- [What is expected]: Would you please copy each line of the listing that mentions "Ashland"?

*** Block opens ***

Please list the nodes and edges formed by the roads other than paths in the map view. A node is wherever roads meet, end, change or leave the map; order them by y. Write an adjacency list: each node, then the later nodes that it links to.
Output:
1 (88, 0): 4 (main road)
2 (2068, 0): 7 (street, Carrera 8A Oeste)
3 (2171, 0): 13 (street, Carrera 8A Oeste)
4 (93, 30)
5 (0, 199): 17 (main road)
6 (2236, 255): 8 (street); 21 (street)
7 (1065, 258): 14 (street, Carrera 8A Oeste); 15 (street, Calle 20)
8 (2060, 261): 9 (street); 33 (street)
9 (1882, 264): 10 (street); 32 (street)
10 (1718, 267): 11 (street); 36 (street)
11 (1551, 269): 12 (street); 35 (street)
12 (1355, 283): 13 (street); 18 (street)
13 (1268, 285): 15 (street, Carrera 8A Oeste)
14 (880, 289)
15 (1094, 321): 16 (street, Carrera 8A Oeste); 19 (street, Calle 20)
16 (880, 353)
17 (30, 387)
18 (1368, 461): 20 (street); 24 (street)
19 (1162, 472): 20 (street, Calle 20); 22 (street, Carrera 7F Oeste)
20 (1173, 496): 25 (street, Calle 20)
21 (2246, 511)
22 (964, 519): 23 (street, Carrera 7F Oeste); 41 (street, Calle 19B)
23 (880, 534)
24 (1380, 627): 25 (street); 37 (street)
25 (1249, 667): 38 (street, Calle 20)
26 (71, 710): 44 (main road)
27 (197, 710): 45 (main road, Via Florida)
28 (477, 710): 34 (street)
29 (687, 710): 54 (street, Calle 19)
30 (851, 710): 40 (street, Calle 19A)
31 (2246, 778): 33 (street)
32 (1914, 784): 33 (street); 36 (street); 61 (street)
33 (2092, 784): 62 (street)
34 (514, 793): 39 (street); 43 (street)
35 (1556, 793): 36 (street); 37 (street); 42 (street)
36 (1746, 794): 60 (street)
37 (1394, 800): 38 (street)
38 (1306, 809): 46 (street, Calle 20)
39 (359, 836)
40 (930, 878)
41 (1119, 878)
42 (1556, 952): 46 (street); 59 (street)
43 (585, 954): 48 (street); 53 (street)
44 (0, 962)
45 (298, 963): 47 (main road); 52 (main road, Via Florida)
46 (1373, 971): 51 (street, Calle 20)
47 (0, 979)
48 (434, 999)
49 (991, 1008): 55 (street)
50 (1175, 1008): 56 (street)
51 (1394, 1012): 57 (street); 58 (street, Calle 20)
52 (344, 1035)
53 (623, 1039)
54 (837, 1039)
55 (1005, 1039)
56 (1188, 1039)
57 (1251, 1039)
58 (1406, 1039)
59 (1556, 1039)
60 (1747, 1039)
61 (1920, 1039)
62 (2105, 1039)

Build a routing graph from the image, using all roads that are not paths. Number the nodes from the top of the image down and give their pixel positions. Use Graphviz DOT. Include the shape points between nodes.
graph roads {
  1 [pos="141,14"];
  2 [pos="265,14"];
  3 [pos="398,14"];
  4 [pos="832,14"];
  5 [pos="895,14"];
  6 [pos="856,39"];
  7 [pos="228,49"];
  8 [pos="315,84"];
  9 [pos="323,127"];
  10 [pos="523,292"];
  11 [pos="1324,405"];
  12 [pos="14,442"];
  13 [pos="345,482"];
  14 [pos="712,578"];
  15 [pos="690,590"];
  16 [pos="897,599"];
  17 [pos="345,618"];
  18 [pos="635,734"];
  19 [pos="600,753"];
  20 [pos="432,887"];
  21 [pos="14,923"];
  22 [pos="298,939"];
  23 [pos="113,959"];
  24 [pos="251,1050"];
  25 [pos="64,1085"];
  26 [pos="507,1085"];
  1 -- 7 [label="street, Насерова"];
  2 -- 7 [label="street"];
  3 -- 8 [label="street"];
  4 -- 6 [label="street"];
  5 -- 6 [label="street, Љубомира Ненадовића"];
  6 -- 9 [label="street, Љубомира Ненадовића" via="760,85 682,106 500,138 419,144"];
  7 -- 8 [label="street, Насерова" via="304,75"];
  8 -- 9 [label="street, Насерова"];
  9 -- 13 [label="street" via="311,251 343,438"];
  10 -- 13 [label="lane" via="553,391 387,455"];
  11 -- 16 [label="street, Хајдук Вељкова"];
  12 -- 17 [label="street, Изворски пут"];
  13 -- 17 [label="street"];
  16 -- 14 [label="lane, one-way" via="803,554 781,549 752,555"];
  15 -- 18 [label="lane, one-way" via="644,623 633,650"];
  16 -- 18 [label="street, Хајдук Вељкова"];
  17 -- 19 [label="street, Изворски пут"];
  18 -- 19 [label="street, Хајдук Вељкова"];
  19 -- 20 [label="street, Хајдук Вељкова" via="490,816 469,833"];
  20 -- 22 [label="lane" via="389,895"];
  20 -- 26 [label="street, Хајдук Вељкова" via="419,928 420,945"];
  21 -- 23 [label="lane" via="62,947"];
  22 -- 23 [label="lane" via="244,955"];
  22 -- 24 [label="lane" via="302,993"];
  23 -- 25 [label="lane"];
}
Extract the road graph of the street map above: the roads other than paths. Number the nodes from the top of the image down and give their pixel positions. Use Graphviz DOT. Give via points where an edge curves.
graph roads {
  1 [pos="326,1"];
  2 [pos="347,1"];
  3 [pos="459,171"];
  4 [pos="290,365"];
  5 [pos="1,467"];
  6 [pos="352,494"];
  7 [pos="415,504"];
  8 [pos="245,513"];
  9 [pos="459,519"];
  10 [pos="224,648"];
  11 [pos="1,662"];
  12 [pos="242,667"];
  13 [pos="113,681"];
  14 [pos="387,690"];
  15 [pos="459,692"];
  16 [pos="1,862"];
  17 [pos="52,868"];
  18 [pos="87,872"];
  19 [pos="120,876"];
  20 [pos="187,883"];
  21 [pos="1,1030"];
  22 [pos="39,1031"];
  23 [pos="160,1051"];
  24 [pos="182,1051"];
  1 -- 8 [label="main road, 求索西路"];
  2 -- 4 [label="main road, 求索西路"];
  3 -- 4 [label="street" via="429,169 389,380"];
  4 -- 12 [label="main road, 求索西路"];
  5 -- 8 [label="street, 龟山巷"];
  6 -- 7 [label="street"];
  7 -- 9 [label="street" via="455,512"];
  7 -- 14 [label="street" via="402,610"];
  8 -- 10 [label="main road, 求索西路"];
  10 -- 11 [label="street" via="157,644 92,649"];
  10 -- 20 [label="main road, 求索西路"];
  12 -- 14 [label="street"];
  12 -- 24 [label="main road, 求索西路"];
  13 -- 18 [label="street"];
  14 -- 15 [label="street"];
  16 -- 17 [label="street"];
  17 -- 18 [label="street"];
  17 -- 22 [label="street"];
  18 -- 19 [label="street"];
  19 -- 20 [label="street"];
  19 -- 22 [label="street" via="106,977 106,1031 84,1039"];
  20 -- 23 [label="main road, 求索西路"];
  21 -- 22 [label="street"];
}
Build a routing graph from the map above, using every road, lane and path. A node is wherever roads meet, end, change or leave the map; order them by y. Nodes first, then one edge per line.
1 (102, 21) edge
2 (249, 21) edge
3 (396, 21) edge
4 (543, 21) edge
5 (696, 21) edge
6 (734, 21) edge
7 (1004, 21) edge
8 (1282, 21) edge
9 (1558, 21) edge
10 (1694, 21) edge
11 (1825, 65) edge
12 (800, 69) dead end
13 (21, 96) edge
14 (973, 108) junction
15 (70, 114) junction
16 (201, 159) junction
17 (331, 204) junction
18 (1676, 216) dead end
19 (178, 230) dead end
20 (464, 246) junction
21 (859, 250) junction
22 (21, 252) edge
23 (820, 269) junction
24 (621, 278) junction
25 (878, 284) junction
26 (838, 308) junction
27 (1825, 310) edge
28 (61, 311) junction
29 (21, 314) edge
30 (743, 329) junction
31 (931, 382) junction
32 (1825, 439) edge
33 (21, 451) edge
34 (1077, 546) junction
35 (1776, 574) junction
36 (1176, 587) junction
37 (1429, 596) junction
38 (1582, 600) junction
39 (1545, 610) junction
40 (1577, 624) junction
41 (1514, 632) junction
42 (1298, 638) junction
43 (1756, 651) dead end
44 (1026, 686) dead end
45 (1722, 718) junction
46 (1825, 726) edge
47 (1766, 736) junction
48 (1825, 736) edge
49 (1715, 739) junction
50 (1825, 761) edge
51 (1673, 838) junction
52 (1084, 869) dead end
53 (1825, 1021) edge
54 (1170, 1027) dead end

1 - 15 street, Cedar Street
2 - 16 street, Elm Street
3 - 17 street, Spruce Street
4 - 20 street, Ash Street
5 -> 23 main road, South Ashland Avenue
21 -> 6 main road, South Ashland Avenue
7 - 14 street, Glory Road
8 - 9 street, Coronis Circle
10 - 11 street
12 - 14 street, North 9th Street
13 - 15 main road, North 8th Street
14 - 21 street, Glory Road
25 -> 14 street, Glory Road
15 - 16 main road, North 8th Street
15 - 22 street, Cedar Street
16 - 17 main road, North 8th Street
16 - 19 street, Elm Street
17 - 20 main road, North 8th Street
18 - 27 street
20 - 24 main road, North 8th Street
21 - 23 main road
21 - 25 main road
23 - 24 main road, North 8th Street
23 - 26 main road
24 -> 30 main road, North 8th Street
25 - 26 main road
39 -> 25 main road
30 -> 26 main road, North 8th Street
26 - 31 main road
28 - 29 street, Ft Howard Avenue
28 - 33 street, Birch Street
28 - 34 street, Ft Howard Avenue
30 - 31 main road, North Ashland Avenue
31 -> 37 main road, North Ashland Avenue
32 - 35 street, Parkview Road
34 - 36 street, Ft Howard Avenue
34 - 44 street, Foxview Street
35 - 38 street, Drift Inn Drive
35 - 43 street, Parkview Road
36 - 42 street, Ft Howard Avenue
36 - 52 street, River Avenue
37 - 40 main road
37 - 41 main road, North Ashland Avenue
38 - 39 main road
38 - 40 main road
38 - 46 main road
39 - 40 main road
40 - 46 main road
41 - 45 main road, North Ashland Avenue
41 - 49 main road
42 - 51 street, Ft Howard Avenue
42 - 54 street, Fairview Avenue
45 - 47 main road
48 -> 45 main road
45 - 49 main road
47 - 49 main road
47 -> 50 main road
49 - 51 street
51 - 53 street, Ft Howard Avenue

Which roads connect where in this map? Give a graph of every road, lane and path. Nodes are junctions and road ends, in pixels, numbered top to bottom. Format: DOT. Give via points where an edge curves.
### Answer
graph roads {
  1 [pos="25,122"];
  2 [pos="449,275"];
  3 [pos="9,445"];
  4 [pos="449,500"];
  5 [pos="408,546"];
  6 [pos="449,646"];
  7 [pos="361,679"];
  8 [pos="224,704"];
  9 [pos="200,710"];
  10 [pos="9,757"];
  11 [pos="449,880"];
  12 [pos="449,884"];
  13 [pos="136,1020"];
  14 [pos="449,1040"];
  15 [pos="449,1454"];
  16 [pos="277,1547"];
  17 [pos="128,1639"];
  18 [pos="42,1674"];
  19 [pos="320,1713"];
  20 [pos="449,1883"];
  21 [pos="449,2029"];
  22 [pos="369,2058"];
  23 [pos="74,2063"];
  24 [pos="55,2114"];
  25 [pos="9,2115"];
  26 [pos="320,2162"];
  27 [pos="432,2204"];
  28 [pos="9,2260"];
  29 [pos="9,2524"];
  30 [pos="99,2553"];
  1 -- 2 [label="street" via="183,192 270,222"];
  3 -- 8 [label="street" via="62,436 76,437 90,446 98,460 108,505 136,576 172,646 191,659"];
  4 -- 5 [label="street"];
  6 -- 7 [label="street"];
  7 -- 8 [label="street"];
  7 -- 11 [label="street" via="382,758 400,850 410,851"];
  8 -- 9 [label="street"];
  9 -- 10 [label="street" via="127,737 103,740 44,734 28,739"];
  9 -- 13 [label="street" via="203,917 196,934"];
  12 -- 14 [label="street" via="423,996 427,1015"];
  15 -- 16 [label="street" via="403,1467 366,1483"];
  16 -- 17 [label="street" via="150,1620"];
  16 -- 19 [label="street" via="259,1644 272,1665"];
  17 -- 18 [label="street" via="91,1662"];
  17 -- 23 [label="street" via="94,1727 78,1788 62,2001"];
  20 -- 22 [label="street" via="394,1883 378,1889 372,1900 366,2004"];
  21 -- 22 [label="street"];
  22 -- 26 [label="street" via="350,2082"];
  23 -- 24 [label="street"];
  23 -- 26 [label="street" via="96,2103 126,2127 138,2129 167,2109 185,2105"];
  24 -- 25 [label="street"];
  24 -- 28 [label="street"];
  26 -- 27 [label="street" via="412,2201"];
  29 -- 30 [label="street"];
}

*** Block closes ***

- [Task output]:
5 -> 23 main road, South Ashland Avenue
21 -> 6 main road, South Ashland Avenue
30 - 31 main road, North Ashland Avenue
31 -> 37 main road, North Ashland Avenue
37 - 41 main road, North Ashland Avenue
41 - 45 main road, North Ashland Avenue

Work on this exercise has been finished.